*** RECORDS FOR THE EXERCISE ***

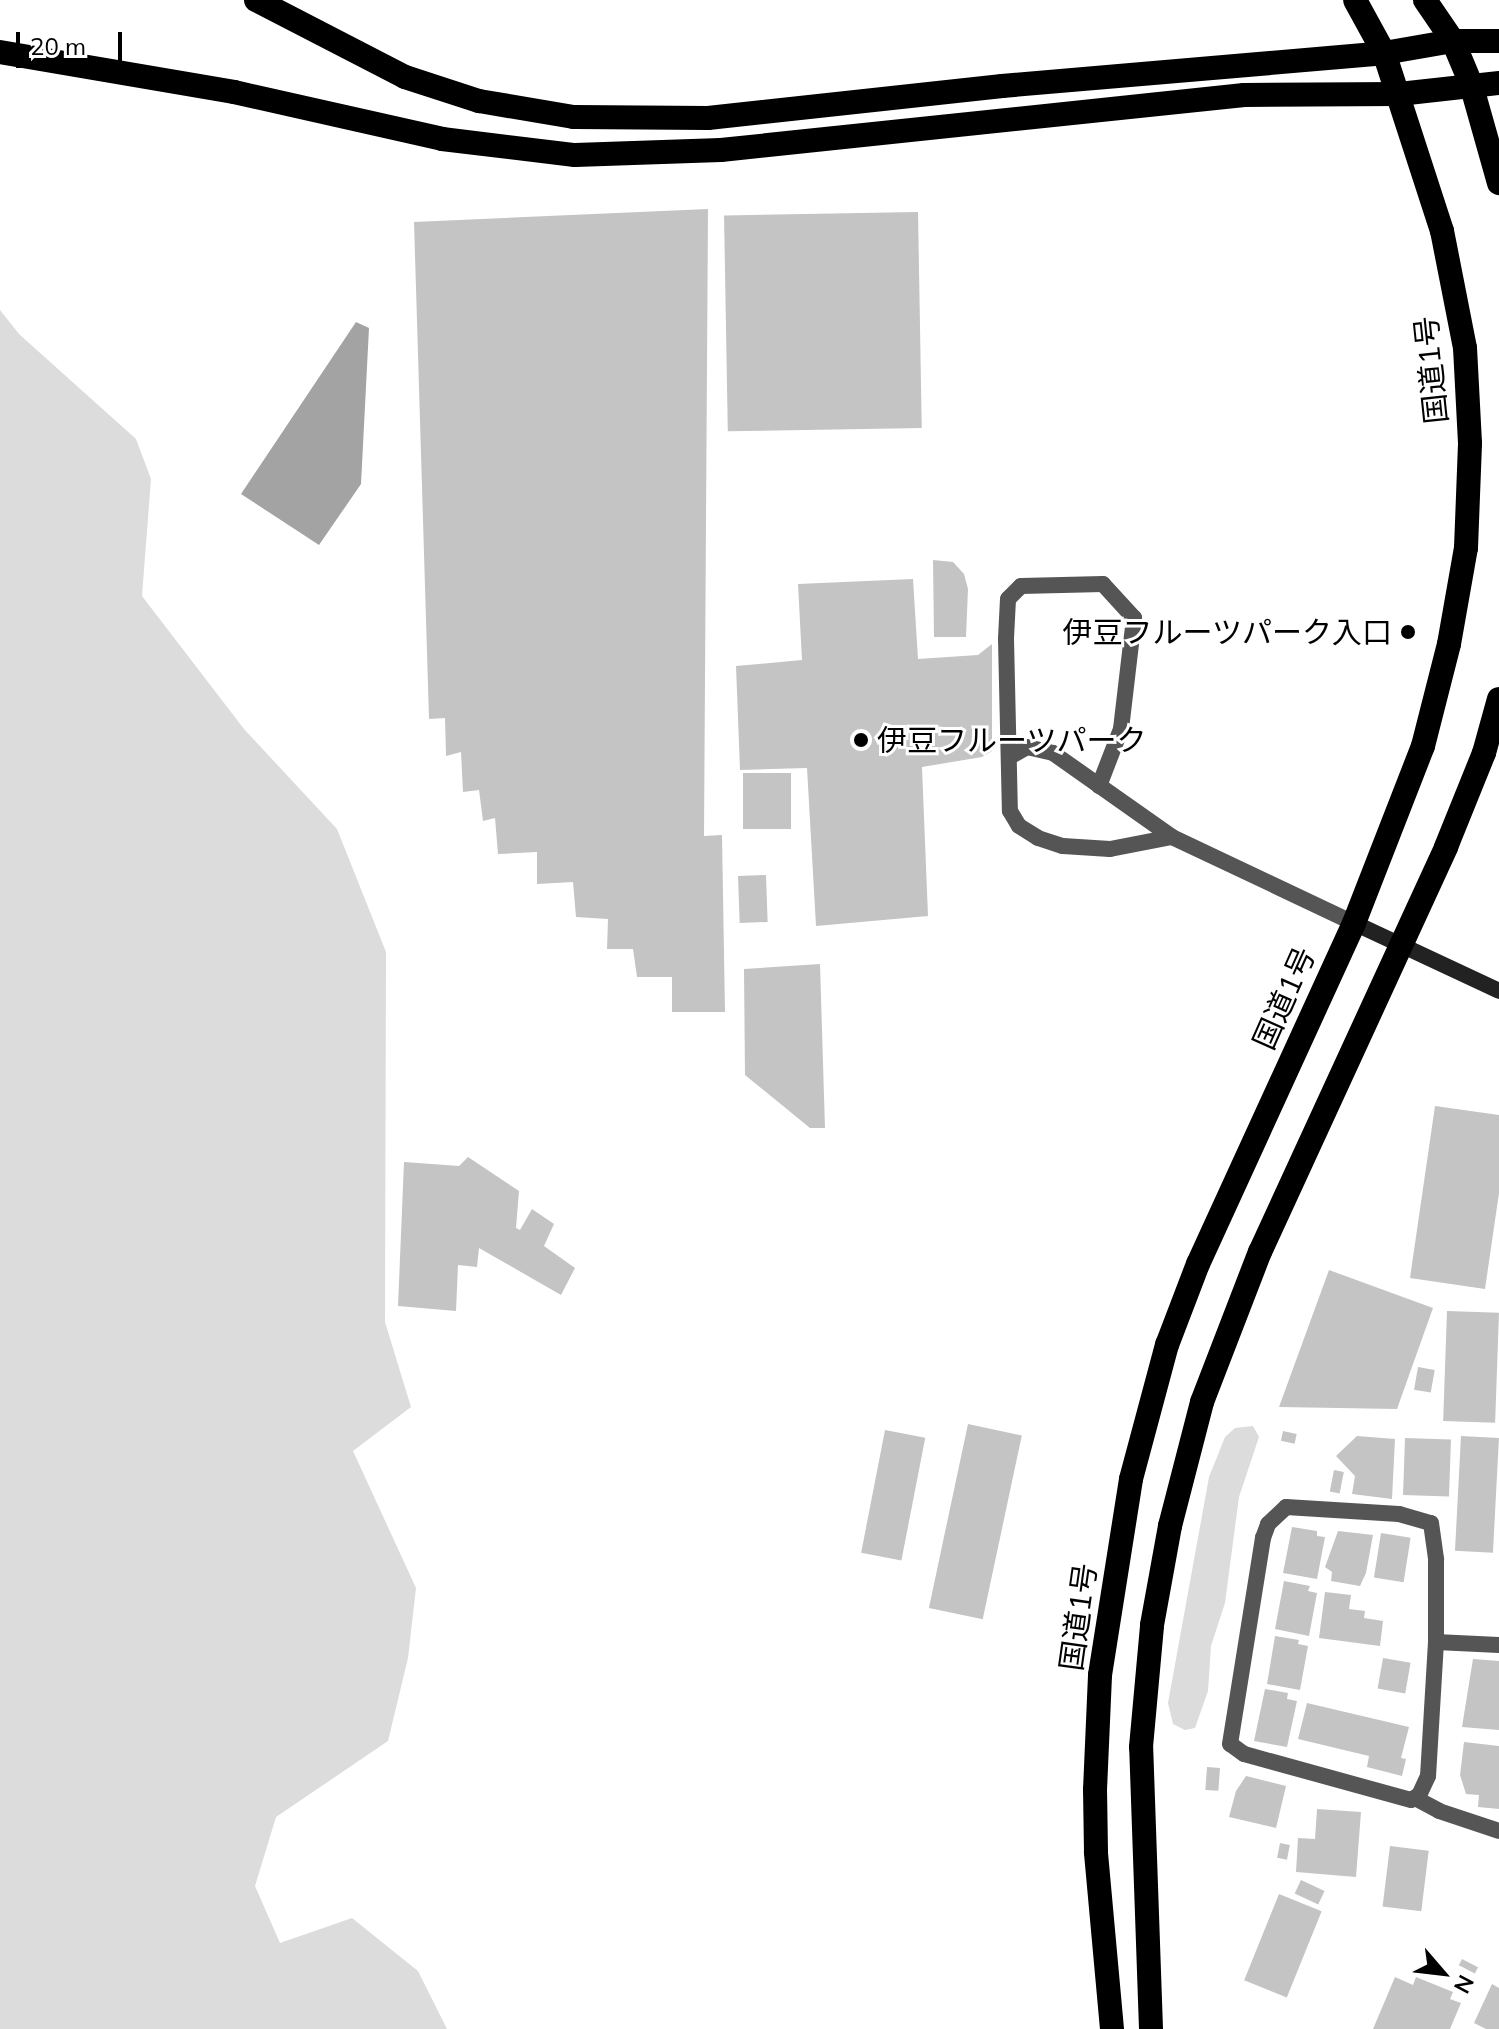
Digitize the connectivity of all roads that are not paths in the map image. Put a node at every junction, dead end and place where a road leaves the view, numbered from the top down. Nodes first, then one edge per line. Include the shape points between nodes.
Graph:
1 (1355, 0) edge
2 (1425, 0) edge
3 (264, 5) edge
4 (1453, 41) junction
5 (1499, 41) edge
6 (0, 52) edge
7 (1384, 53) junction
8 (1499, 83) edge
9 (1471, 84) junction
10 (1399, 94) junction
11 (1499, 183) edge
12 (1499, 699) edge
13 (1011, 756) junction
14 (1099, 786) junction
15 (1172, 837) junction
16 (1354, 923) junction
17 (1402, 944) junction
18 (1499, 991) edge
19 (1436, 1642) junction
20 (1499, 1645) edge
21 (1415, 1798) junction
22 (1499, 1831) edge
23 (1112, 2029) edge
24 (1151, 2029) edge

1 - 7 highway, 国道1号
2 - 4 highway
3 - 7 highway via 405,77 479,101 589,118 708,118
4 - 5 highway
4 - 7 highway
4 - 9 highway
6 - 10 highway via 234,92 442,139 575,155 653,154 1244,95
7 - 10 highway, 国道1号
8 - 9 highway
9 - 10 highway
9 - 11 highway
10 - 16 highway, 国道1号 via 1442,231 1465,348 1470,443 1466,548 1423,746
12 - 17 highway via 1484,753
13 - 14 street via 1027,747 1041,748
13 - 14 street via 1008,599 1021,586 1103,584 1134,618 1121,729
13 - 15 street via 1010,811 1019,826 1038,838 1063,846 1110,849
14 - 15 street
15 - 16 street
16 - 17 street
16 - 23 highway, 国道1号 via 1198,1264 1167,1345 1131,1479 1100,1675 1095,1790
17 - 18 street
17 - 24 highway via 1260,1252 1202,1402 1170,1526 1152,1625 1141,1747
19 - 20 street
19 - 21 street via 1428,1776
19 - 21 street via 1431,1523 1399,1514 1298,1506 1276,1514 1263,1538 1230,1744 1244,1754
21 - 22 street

*** End of RECORDS FOR THE EXERCISE ***

EXERCISE INSTRUCTIONS.
Transcribe the whole listing exactly. Pictures stay out of your copy.

OUTPUT BELOW.
Digitize the connectivity of all roads that are not paths in the map image. Put a node at every junction, dead end and place where a road leaves the view, numbered from the top down. Nodes first, then one edge per line. Include the shape points between nodes.
Graph:
1 (1355, 0) edge
2 (1425, 0) edge
3 (264, 5) edge
4 (1453, 41) junction
5 (1499, 41) edge
6 (0, 52) edge
7 (1384, 53) junction
8 (1499, 83) edge
9 (1471, 84) junction
10 (1399, 94) junction
11 (1499, 183) edge
12 (1499, 699) edge
13 (1011, 756) junction
14 (1099, 786) junction
15 (1172, 837) junction
16 (1354, 923) junction
17 (1402, 944) junction
18 (1499, 991) edge
19 (1436, 1642) junction
20 (1499, 1645) edge
21 (1415, 1798) junction
22 (1499, 1831) edge
23 (1112, 2029) edge
24 (1151, 2029) edge

1 - 7 highway, 国道1号
2 - 4 highway
3 - 7 highway via 405,77 479,101 589,118 708,118
4 - 5 highway
4 - 7 highway
4 - 9 highway
6 - 10 highway via 234,92 442,139 575,155 653,154 1244,95
7 - 10 highway, 国道1号
8 - 9 highway
9 - 10 highway
9 - 11 highway
10 - 16 highway, 国道1号 via 1442,231 1465,348 1470,443 1466,548 1423,746
12 - 17 highway via 1484,753
13 - 14 street via 1027,747 1041,748
13 - 14 street via 1008,599 1021,586 1103,584 1134,618 1121,729
13 - 15 street via 1010,811 1019,826 1038,838 1063,846 1110,849
14 - 15 street
15 - 16 street
16 - 17 street
16 - 23 highway, 国道1号 via 1198,1264 1167,1345 1131,1479 1100,1675 1095,1790
17 - 18 street
17 - 24 highway via 1260,1252 1202,1402 1170,1526 1152,1625 1141,1747
19 - 20 street
19 - 21 street via 1428,1776
19 - 21 street via 1431,1523 1399,1514 1298,1506 1276,1514 1263,1538 1230,1744 1244,1754
21 - 22 street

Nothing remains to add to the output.